デブライネのプレースタイルはこちらも参考に→ベルギー代表デ・ブライネのプレースタイルは?現役トップクラスのチャンスメイカー
キーパー本来の仕事も高いクオリティ
さらにゴールキーパーの本分であり、古来から最重要な技術であるセービングの技術もエデルソンは超一流です。
まるでボールが手に吸い付いているかのようなセービングを見せますね。動体視力が良い上にシュート軌道を予測するセンスにも長けているのでミドルシュートだろうとPKだろうと安定してシュートをストップすることが可能です。

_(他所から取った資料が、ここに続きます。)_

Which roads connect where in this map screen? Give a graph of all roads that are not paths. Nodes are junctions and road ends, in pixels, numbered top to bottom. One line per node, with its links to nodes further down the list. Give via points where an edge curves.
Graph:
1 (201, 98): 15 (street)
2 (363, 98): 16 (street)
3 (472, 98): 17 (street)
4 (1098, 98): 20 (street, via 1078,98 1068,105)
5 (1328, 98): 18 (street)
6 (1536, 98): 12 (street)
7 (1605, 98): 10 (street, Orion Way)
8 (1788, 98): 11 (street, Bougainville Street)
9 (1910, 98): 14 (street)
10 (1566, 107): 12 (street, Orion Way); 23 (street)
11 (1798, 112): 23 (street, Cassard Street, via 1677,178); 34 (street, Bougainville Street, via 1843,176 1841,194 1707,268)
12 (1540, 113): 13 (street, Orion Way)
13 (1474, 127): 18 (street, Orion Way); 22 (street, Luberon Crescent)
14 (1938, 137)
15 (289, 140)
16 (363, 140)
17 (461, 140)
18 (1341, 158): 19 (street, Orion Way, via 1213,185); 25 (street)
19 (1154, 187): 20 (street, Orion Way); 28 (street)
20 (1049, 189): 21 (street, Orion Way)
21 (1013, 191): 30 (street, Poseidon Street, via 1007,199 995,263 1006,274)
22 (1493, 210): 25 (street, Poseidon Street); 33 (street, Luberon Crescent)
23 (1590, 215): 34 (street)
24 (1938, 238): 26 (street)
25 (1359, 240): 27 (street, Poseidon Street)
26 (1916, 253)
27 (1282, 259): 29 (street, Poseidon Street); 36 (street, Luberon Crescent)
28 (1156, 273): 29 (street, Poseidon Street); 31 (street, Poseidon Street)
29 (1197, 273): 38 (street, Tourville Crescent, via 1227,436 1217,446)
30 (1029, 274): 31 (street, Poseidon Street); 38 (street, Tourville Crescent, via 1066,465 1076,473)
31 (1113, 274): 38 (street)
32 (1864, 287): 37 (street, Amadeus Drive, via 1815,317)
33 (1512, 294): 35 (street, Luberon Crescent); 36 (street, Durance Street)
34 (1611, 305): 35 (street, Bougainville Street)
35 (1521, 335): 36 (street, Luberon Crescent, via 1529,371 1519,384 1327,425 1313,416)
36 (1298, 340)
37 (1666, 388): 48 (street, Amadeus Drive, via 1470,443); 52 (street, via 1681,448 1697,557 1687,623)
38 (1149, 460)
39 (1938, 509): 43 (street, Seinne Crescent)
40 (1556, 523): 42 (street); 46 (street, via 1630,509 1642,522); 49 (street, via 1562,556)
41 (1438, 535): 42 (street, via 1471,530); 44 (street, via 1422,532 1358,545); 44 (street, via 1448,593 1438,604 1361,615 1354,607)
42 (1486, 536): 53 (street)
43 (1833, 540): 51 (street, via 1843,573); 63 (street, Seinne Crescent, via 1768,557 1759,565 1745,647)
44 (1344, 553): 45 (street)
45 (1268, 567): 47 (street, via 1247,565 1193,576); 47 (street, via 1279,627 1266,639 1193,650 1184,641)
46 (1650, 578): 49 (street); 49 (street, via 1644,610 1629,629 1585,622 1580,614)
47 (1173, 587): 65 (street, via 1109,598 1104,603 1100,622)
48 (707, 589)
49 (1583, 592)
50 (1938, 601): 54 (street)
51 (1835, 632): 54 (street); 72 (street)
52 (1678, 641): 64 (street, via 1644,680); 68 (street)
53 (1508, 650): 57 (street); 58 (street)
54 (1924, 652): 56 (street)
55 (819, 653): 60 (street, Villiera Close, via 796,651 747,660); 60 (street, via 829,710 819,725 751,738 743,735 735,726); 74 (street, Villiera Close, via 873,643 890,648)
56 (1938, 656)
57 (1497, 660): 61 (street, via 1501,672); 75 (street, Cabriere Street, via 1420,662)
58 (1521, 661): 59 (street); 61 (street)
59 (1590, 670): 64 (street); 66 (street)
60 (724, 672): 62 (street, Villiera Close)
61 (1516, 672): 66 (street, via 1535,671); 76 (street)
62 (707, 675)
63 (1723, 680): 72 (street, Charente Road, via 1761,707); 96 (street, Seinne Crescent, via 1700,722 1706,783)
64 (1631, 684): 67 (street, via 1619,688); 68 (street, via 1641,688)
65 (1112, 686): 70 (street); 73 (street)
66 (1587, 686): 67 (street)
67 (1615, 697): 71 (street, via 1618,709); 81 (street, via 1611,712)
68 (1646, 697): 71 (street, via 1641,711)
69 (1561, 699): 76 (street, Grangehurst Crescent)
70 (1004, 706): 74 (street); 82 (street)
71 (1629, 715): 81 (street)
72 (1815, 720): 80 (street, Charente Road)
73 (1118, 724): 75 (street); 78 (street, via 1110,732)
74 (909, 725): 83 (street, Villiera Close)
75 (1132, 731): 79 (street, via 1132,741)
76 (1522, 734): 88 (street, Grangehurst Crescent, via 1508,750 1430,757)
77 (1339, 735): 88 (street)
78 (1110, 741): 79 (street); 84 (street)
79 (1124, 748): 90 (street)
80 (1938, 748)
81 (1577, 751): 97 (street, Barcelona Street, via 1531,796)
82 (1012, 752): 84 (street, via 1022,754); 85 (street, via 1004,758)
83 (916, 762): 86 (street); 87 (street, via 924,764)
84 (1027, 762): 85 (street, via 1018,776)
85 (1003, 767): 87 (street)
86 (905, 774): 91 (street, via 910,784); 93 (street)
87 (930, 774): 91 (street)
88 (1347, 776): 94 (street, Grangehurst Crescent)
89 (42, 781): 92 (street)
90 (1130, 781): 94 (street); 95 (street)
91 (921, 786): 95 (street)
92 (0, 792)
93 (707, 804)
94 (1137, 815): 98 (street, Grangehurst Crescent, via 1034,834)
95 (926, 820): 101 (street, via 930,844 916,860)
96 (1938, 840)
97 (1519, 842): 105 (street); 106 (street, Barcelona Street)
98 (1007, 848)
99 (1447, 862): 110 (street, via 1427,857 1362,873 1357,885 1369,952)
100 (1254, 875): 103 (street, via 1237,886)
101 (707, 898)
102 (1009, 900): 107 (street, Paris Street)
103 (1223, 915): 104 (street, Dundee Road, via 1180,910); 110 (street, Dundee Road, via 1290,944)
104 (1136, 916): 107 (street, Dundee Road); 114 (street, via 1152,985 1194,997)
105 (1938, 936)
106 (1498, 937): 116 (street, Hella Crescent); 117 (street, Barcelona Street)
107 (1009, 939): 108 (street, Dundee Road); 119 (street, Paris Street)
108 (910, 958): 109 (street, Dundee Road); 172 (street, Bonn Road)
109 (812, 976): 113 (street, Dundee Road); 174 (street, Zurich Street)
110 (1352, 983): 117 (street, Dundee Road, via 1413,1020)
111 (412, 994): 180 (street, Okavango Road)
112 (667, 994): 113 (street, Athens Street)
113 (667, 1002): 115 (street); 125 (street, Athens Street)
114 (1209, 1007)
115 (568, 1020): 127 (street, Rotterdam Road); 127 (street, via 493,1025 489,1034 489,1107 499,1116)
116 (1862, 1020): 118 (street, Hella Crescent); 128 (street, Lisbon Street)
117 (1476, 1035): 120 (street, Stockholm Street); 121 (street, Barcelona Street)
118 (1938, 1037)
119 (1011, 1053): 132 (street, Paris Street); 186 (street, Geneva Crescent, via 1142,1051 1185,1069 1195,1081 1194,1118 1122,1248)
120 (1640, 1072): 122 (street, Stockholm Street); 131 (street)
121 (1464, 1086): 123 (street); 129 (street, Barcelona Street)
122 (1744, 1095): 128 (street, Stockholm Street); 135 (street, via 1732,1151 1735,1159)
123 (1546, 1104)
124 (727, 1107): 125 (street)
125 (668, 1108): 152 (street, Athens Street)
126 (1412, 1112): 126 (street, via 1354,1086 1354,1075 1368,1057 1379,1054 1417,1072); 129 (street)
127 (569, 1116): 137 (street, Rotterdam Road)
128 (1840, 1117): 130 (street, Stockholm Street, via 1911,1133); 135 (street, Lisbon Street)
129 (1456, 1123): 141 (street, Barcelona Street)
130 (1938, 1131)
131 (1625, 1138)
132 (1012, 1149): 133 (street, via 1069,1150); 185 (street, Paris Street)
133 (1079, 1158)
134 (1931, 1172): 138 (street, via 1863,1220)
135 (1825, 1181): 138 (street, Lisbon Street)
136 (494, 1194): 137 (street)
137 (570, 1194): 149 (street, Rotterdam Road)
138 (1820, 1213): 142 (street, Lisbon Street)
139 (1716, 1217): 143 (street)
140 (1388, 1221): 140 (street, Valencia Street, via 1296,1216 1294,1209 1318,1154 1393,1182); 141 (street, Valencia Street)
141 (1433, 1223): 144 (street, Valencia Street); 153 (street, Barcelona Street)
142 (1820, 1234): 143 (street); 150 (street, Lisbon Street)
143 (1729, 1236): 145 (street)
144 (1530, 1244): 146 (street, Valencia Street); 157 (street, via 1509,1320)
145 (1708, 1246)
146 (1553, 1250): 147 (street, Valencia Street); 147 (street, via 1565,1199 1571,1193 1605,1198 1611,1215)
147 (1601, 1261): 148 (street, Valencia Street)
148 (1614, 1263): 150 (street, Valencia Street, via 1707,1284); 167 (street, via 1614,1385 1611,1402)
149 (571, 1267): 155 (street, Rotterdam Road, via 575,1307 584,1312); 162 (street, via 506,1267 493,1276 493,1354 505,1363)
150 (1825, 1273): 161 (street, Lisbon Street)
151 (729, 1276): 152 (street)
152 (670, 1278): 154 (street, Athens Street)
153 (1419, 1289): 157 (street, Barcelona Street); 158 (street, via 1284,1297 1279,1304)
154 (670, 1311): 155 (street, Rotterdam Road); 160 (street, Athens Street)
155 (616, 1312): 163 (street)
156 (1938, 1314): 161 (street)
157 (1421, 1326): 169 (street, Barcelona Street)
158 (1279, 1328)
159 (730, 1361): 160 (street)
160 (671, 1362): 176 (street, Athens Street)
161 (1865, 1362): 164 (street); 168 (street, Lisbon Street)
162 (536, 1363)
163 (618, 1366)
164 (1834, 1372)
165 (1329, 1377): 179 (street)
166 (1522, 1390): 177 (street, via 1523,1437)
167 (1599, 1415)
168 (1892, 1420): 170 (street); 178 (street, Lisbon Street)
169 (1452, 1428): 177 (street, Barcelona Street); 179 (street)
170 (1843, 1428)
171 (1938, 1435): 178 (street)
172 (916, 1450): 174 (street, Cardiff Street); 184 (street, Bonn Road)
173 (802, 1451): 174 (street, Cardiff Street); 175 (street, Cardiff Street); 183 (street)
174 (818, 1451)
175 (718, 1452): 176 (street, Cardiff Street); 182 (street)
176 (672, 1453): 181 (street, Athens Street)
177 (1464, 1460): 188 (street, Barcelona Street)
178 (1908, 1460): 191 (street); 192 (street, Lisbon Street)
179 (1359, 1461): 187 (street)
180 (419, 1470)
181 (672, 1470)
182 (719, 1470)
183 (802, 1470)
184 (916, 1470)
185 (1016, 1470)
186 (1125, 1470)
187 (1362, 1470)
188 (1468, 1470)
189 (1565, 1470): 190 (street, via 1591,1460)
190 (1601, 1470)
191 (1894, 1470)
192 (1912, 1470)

試合の流れを変えるビッグセーブも多いですね。
プレーエリアも広く、ボックスの外まで飛び出して足やヘッドでディフェンス処理を行うこともあります。判断力にも優れていると言えるでしょう。もちろんキーパーがボックスを飛び出すプレーにはリスクもありますが、上述の通りエデルソンは足元のクオリティが高いですし周囲もエデルソンのプレースタイルは理解しているのでそれほど問題にはなっていません。
エデルソンはすでに先行発表されているロシアワールドカップブラジル代表の確定メンバー15人にこそ選ばれていませんが、最終的なメンバーにはほぼ確実に入ってくるでしょう。
ただしブラジル代表にはローマのアリソンがいますし、エデルソンのプレースタイルはある程度味方の理解とコンビネーションが必要なので練習時間の少ない代表でスタメン起用されるかどうかは不明です。
ともかくマンチェスター・シティの補強はこのエデルソンを引いたことによって大当たりだと言えるでしょう。まだ若いですし今後マヌエル・ノイアーらを抜いて世界一のゴールキーパーになる可能性もあるので引き続きエデルソン・モラレスには注目していきたいですね。